Basically, all I needed was my fishing rod and a lure in the way of tackle. And “lure” is suspect because there are no hooks on it. Spring calls it a “rope fly” and he has added a spinner to give it a little flash. It is a piece of rope that has been frayed. That is all you need. Really.

We paddled across the launch ramp on the Oak Orchard River and Spring was immediately excited.

“There are lots of gar just outside the weed bed,” as he pointed near the docks. He caught one on his first cast and I immediately paddled over to try and take a photo or two from the phone. My camera bag was too far away.

“You should see them just fine if you have polarized sunglasses,” he said.

I switched the glasses I had on and it seemed to make a difference, but I still could not see them … until I did. Then they were everywhere. These waters were infested with longnose gar and if I were going to catch one, this would be the place.

As we moved up the creek in search of more active gar, it did not take long. Yes! I fought the fish as Spring jockeyed into place to take some photos. The rope fly worked its magic and I pulled the fish alongside my kayak. There was no net.

“Just put your gloves on and grab it by the snout,” said Spring matter-of-factly.
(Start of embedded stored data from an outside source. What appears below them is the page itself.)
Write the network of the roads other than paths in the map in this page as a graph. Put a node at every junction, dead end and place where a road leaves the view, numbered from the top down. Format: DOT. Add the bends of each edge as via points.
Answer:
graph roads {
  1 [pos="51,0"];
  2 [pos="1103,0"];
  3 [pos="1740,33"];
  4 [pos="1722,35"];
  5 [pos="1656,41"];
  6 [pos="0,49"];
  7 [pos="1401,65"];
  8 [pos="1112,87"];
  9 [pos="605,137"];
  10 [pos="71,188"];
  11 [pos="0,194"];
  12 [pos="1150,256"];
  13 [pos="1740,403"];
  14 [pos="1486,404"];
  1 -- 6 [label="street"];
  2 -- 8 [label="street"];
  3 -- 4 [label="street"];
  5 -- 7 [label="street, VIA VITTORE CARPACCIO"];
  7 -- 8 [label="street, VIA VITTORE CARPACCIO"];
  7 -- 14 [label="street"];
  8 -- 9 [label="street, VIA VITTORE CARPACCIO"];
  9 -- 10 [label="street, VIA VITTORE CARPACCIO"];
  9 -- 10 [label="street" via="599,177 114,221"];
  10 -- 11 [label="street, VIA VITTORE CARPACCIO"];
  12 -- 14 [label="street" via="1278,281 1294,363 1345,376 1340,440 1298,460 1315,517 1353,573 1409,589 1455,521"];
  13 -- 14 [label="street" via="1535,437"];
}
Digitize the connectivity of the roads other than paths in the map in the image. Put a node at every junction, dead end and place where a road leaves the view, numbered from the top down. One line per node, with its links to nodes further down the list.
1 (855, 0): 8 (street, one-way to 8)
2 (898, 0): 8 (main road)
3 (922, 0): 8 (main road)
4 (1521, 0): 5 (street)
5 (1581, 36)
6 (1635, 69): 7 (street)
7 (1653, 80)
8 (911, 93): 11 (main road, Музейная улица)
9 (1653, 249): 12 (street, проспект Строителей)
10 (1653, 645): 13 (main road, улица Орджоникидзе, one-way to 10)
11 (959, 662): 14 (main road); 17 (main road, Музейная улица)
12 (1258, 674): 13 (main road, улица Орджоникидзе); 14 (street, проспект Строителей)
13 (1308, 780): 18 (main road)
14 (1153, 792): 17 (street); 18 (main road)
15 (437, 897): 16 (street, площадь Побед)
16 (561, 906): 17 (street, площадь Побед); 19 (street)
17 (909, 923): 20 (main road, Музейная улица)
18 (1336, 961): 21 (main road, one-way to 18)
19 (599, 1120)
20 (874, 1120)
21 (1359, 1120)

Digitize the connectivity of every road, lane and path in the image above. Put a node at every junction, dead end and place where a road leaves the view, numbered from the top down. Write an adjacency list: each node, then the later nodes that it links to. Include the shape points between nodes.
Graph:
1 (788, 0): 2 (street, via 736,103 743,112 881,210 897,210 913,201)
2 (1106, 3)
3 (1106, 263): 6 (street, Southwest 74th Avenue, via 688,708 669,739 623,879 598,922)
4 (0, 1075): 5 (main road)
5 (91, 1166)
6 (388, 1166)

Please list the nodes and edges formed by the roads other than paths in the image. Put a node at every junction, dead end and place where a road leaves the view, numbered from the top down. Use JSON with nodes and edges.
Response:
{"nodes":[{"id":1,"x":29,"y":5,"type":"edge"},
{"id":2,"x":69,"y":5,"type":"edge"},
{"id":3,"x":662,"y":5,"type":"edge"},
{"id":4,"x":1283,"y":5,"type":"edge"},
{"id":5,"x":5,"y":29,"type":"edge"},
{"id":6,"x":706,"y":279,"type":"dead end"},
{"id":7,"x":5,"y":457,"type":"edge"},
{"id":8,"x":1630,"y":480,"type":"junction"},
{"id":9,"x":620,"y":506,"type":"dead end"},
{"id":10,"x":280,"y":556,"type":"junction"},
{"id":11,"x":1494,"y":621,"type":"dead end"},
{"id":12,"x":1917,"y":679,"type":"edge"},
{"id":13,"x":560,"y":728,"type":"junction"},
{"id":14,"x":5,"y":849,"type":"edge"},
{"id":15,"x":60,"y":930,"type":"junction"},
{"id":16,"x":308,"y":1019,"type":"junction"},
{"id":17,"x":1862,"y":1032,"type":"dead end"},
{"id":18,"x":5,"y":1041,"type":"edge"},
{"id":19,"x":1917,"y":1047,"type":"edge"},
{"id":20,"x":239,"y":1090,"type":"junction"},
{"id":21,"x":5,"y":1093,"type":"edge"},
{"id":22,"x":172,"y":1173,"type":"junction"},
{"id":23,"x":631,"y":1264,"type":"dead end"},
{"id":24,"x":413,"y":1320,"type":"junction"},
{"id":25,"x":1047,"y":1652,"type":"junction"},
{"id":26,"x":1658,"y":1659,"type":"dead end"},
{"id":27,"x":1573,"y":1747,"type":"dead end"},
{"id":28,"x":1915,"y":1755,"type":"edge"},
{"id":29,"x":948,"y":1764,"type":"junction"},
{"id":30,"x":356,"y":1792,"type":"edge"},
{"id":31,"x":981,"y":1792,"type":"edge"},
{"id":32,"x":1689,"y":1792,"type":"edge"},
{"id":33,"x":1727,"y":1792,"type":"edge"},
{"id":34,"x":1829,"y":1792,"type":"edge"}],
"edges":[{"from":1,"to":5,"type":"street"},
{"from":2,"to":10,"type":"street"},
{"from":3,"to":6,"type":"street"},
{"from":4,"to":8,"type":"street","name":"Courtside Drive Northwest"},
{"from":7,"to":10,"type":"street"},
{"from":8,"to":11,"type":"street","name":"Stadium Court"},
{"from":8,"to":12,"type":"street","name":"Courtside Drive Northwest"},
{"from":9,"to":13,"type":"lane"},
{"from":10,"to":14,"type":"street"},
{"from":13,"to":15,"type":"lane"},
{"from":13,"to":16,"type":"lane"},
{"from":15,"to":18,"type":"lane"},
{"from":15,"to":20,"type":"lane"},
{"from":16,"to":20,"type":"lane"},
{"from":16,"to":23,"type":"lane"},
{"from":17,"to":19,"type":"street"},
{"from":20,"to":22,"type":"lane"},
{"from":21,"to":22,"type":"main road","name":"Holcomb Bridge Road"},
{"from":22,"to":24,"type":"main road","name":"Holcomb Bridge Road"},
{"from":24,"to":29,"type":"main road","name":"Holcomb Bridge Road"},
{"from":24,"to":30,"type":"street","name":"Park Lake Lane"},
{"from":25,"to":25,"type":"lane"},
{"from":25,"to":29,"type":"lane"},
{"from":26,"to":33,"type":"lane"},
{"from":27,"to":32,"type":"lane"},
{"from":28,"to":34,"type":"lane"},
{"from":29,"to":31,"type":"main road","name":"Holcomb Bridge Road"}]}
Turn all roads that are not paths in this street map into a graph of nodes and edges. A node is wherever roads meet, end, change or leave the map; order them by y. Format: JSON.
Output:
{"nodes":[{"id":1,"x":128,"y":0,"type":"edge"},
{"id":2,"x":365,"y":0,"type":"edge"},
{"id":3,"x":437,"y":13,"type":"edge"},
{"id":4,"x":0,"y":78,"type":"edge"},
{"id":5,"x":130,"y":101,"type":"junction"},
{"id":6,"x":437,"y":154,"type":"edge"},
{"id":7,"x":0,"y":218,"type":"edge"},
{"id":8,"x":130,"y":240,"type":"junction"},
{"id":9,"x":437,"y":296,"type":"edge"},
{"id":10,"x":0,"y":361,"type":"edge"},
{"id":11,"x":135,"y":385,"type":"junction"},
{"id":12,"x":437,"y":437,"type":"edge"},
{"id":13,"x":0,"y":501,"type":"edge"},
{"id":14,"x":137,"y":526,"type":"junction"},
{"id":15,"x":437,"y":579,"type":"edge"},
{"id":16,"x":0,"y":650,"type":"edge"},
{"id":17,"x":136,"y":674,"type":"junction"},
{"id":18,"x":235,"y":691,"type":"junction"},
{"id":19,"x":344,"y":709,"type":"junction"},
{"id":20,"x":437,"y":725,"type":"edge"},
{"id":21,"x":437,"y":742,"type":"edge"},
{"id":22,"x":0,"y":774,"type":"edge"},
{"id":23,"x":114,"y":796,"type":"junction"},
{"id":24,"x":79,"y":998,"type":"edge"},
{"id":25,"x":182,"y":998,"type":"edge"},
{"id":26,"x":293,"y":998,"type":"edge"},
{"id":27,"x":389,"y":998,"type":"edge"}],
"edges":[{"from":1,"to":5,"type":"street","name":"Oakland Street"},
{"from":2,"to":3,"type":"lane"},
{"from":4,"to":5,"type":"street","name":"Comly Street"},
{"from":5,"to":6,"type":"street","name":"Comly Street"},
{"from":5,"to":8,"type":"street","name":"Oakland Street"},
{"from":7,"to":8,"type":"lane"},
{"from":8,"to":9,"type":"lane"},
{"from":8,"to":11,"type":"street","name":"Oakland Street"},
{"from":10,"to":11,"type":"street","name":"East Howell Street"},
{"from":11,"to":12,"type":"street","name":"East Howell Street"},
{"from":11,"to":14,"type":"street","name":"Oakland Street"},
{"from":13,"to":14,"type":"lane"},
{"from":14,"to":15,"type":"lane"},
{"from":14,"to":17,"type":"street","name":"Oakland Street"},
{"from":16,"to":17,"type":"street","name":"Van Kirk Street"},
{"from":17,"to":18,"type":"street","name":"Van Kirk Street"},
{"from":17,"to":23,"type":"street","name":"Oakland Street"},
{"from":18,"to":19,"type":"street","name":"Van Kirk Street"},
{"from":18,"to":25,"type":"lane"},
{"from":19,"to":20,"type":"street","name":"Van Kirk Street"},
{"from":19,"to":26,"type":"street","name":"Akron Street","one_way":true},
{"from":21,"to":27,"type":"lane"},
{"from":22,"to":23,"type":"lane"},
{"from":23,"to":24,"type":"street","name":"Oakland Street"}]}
These gars have a long mouth full of teeth. Trying to get the fish to open its mouth to pull the rope fly out was no easy task. Spring came over to assist as he saw me holding the body with one hand and the mouth with the other.

Once we released the fish, Spring was back off casting, catching several more gars including one that was huge. “They get bigger than this, too,” said Spring. He was much more adept at catching, and releasing, the prehistoric-looking fish.

I had several more hits, but the rope fly failed to connect properly. Next time … and there will be a next time – if Joel asks again. We will have to wait and see on that one.

It took me longer to get out of the kayak after my legs were locked into place from not moving them for 2-1/2 hours. However, it was worth it, and it was a great experience to try something new and be successful.

I wonder how a pontoon boat would work fishing for longnose gar.